(Data for this task begins)

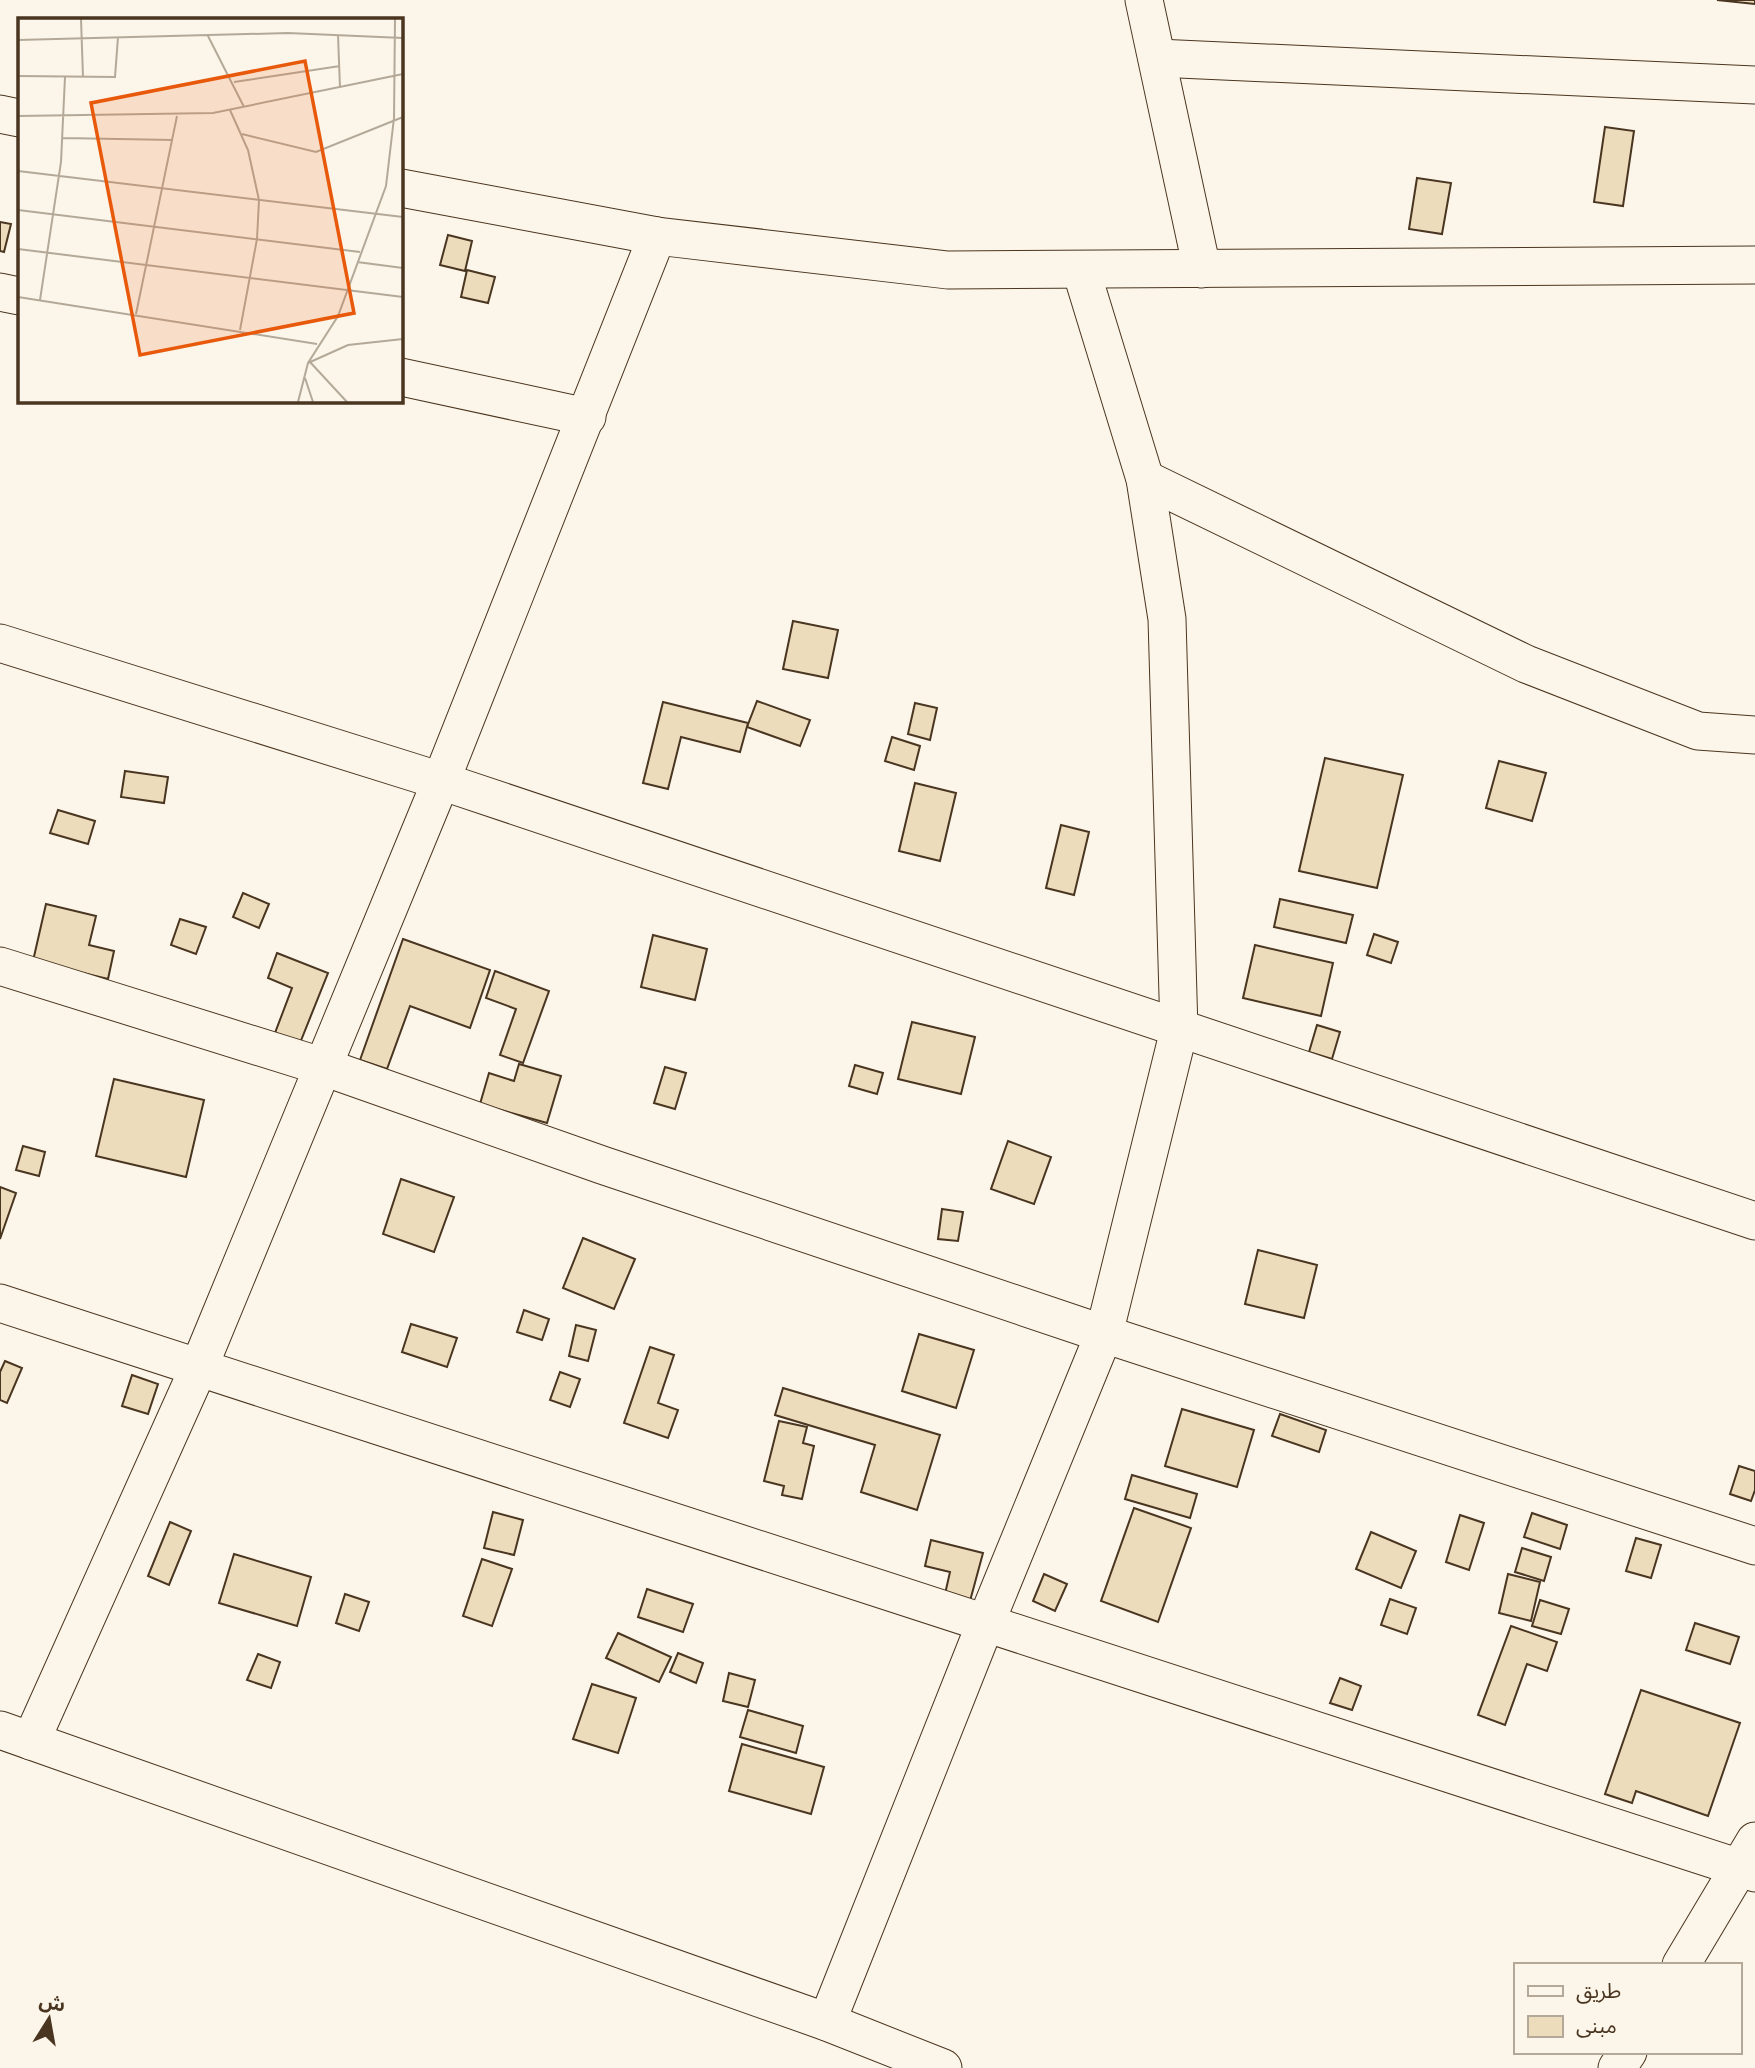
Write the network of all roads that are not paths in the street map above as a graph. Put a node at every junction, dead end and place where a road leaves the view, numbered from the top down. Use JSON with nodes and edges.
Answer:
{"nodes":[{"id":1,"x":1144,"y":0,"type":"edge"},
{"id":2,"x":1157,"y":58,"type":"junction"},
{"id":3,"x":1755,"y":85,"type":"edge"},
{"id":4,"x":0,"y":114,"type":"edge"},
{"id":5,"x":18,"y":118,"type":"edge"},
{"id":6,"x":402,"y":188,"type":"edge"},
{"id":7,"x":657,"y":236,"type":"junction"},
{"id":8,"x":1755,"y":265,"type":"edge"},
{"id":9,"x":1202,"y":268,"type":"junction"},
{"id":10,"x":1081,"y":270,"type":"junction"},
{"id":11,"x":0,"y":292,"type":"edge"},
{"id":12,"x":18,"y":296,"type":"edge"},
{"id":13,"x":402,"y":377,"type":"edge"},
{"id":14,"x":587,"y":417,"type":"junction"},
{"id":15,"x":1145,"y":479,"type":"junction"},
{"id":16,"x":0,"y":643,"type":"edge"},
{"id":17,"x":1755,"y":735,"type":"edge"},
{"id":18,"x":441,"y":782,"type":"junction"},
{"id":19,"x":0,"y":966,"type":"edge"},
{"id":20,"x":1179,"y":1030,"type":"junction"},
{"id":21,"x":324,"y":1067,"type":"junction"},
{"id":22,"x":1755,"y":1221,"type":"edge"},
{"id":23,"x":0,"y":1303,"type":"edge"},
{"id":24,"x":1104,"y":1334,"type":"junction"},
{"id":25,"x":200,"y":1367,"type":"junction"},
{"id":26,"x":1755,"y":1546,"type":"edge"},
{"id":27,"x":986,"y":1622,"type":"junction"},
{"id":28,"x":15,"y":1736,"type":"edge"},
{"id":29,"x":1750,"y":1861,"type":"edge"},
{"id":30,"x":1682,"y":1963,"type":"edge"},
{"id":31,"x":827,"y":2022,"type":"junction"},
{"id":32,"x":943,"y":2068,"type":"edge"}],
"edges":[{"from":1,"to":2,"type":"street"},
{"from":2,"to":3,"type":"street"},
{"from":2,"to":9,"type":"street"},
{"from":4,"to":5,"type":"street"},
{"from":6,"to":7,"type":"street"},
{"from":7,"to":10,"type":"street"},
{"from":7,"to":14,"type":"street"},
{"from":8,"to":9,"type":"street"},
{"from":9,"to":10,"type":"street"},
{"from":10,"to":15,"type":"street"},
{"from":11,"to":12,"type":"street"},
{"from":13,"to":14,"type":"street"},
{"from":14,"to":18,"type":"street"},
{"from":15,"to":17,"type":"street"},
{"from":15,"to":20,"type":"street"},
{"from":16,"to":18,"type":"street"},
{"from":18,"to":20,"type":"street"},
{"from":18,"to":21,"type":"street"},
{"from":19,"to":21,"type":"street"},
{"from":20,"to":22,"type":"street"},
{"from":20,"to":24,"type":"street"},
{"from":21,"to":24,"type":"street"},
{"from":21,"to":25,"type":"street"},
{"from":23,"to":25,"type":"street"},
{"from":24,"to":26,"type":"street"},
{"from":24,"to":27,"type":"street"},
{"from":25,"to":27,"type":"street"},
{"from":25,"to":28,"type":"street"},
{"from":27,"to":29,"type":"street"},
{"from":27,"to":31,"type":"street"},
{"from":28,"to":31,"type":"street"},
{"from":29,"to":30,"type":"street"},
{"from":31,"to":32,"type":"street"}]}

(Data for this task ends)
(Data for this task begins)

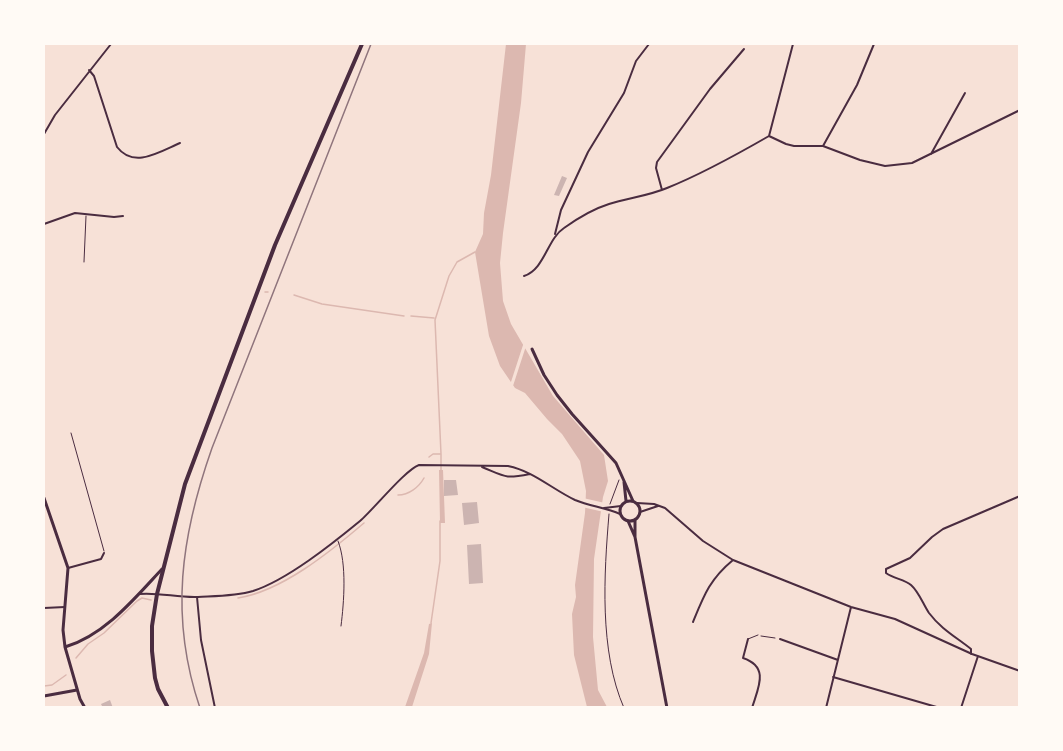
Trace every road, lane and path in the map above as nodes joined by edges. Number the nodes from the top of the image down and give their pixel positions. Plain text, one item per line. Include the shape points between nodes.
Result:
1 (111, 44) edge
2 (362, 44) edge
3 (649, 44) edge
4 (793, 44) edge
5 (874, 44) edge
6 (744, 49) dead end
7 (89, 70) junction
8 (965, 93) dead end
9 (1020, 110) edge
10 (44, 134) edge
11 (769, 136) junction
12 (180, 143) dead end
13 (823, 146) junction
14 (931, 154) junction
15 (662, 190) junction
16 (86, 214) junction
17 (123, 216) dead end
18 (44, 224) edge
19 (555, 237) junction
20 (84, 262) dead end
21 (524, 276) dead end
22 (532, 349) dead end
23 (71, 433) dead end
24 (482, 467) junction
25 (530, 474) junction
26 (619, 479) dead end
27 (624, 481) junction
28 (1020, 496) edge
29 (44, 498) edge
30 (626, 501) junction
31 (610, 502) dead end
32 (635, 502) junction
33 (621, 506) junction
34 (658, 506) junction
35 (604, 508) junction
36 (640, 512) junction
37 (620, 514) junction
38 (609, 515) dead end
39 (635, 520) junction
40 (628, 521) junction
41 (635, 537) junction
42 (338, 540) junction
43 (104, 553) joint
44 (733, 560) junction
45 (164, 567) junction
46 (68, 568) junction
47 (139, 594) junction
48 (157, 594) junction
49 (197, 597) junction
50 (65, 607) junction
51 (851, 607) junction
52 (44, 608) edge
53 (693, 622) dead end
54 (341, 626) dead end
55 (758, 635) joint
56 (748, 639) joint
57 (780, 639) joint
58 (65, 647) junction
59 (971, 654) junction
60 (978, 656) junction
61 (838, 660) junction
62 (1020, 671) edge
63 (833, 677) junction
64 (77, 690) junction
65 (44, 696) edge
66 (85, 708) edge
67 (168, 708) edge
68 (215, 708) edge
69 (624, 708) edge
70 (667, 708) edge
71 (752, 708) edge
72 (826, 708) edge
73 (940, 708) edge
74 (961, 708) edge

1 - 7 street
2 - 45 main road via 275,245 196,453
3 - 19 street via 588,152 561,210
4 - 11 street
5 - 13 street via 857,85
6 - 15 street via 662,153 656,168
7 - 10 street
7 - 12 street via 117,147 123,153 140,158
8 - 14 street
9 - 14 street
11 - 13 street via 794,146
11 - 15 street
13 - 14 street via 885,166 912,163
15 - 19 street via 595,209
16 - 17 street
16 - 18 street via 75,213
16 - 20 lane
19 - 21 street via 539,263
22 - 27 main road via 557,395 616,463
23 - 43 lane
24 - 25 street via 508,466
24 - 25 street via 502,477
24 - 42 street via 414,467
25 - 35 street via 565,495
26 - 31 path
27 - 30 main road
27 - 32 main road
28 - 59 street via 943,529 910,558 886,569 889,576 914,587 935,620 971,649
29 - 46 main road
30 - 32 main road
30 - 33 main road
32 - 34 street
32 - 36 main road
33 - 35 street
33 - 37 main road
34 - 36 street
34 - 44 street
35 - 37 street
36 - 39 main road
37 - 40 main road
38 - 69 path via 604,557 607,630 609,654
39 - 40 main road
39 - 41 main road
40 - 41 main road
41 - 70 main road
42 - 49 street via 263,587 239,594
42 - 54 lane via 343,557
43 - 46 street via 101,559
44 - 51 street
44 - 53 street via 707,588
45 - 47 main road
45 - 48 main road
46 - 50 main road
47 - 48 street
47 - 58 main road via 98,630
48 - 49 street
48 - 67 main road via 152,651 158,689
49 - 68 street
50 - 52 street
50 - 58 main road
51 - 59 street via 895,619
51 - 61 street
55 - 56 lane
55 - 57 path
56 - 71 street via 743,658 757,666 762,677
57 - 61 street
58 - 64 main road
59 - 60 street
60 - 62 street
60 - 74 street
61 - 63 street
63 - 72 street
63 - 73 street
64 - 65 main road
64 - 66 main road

(Data for this task ends)
(Data for this task begins)

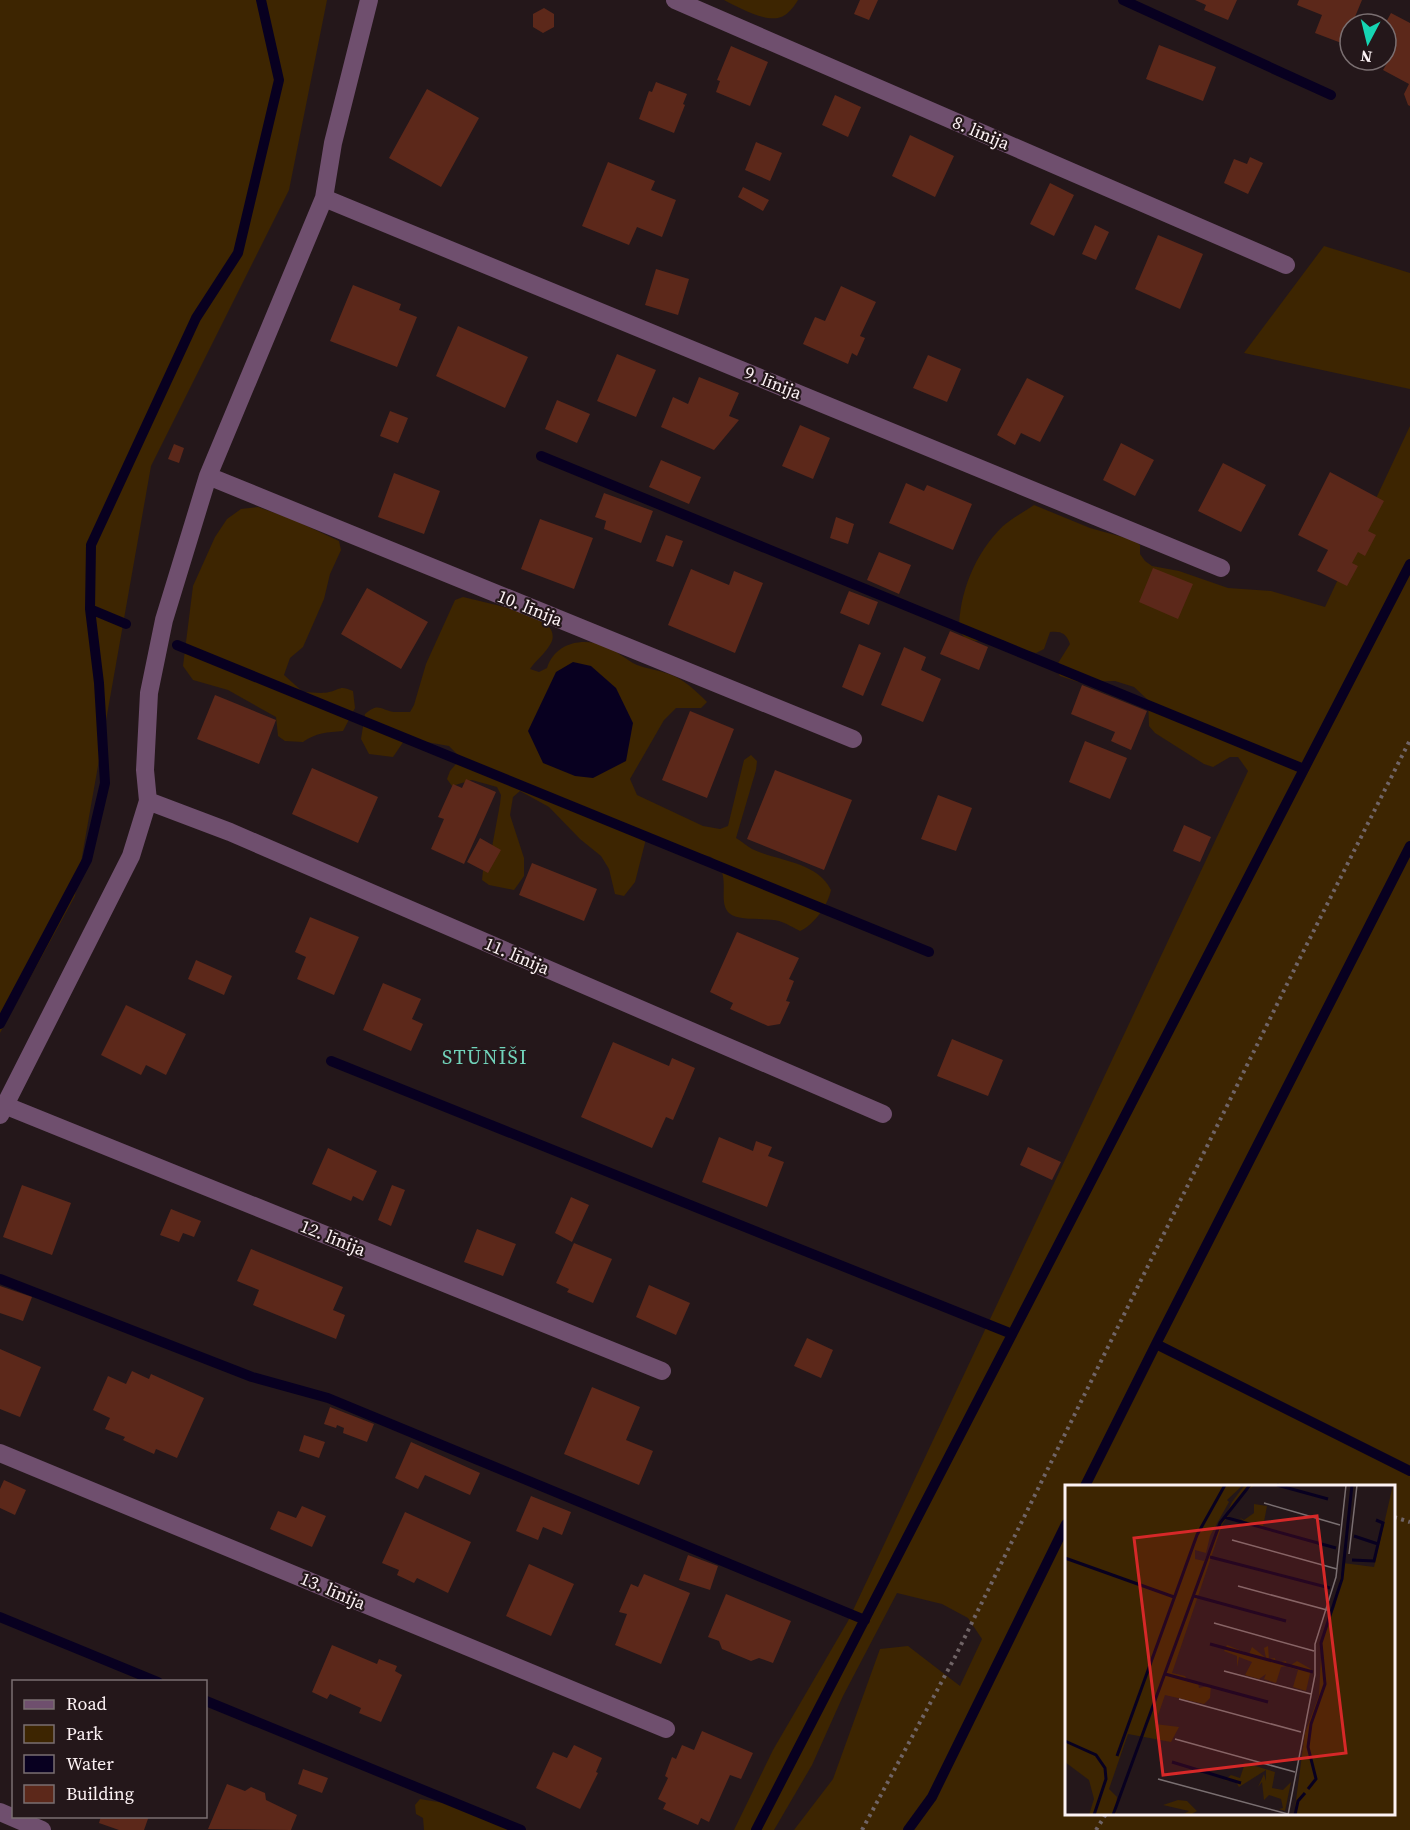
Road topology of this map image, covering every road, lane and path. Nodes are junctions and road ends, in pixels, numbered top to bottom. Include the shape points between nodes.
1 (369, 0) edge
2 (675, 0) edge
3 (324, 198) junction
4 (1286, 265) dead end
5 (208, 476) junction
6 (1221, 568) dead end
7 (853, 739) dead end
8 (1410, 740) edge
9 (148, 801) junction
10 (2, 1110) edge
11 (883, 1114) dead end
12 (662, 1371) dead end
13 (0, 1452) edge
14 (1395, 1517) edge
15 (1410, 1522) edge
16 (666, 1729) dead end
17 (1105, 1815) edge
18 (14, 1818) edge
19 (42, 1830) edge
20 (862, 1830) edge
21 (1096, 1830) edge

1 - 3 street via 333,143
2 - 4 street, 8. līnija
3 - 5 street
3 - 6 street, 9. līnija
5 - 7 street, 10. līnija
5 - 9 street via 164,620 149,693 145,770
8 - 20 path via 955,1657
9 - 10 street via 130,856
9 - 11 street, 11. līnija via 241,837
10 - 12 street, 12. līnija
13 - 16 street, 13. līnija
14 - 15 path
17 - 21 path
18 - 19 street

(Data for this task ends)

**Exercise description**
Please show every line of the entries above that contains the word "down".

**Solution**
Write the network of all roads that are not paths in the street map above as a graph. Put a node at every junction, dead end and place where a road leaves the view, numbered from the top down. Use JSON with nodes and edges.
Trace every road, lane and path in the map above as nodes joined by edges. Number the nodes from the top of the image down and give their pixel positions. Plain text, one item per line. Include the shape points between nodes.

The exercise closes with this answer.